In a film career spanning decades, Weintraub was involved with more than 150 NFB productions, serving variously as writer, producer and director. Productions ranged from Canada: Beef Cattle to historical documentaries to a portrait of Canadian writer Margaret Laurence. Perhaps his best remembered -- and most controversial -- film was the 1993 documentary The Rise and Fall of English Montreal which dealt with the second large Quebec diaspora that began in the 1960s and accelerated rapidly after the 1976 Quebec election. The National Post wrote that he said that Torontonians should express their gratitude to a major benefactor of the city and erect a very large heroic statue at the head of Bay Street of the late Premier of Quebec Rene Levesque.[1]
Over the years, some critics expressed regret that Weintraub chose to focus mostly on film work, rather than devoting himself more fully to literature.

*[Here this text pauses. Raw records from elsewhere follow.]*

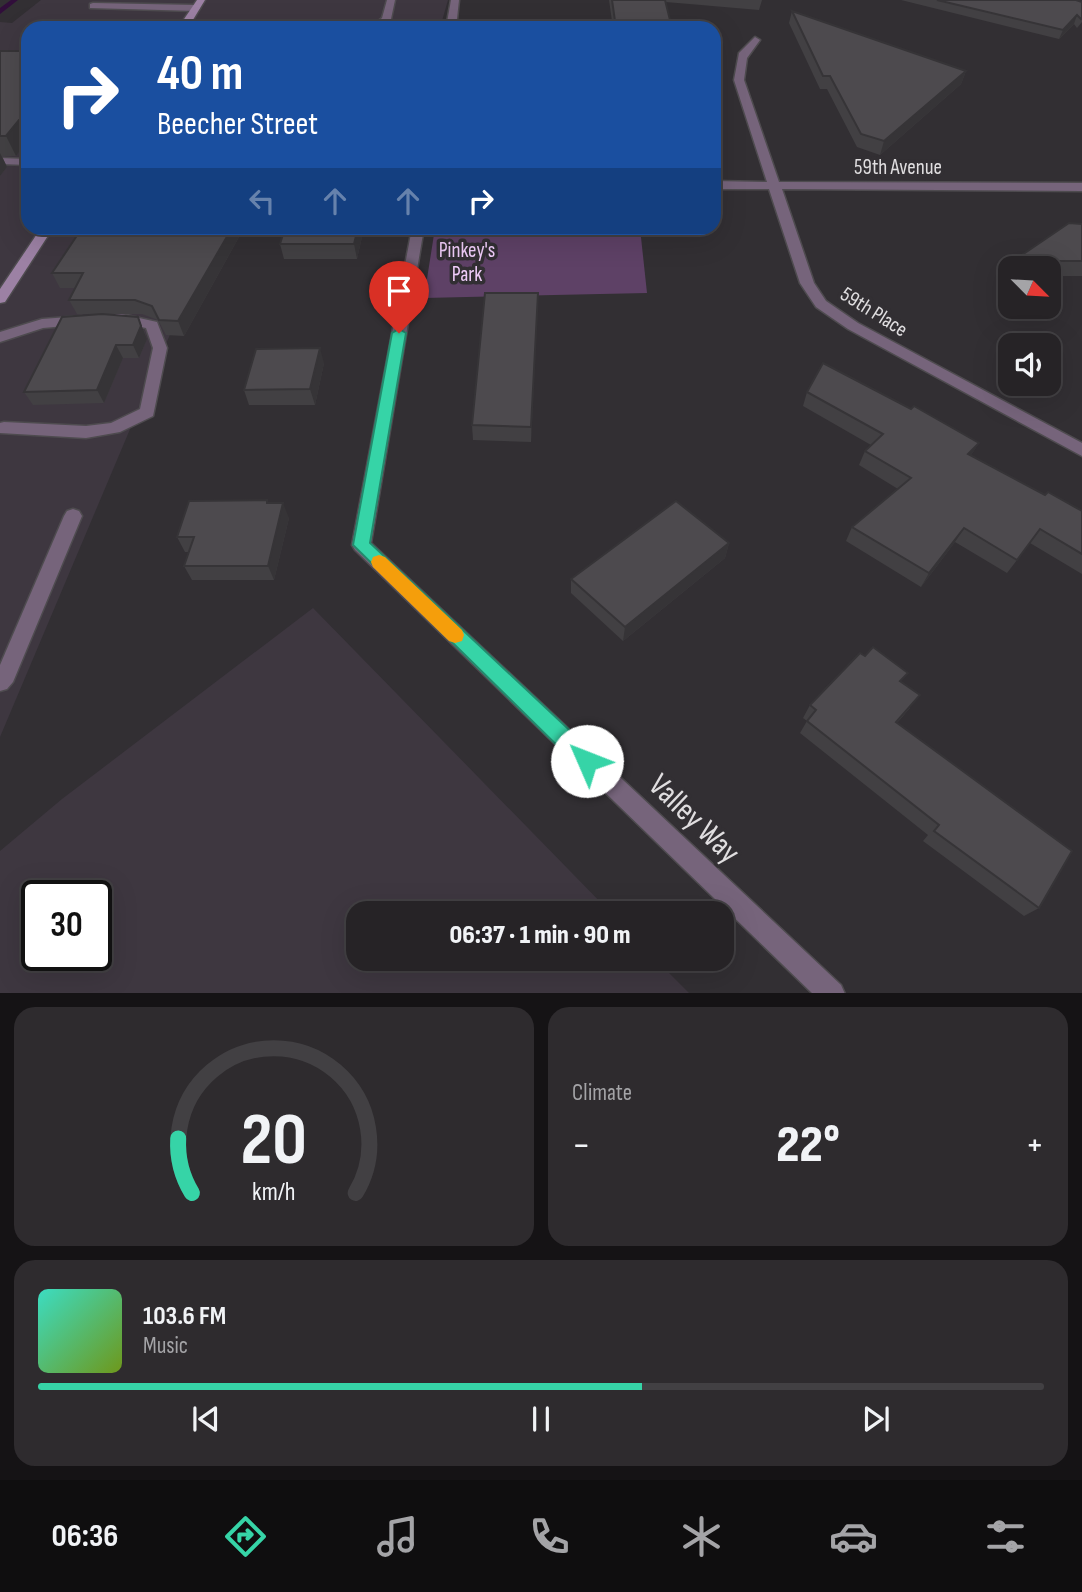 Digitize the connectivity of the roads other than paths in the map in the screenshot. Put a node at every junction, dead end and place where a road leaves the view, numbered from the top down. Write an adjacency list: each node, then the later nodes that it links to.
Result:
1 (391, 0): 6 (street)
2 (455, 0): 7 (street)
3 (199, 4): 4 (street); 5 (main road)
4 (93, 6)
5 (188, 21)
6 (384, 21)
7 (452, 21)
8 (755, 40): 12 (street, 59th Place)
9 (0, 162): 10 (street)
10 (21, 162)
11 (721, 185): 12 (street, 59th Avenue)
12 (776, 186): 13 (street, 59th Avenue); 19 (street, 59th Place)
13 (1082, 187)
14 (42, 235): 16 (main road)
15 (417, 235): 22 (street, Valley Way)
16 (0, 299)
17 (0, 337): 18 (street)
18 (4, 428)
19 (1082, 450)
20 (73, 516): 21 (street)
21 (0, 682)
22 (832, 993)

But Weintraub went on to publish no fewer than four books after his seventieth birthday. City Unique (1996), an exploration of English Montreal in the 1940s and 50s, is widely admired for its evocative sense of time and place.
In 2003, he was made an Officer of the Order of Canada. The citation reads: "As a journalist, author, filmmaker and lecturer, William Weintraub has played a major role in our country's artistic and intellectual life".
[edit] Bibliography
- Why Rock the Boat?: A Novel (1961)
- The Underdogs (1979)
- City Unique: Montreal Days and Nights in the 1940s and '50s (1996)
- The Underdogs: A Play (1998)
- Getting Started: A Memoir of the 1950s (2001)
- Crazy About Lili (2005)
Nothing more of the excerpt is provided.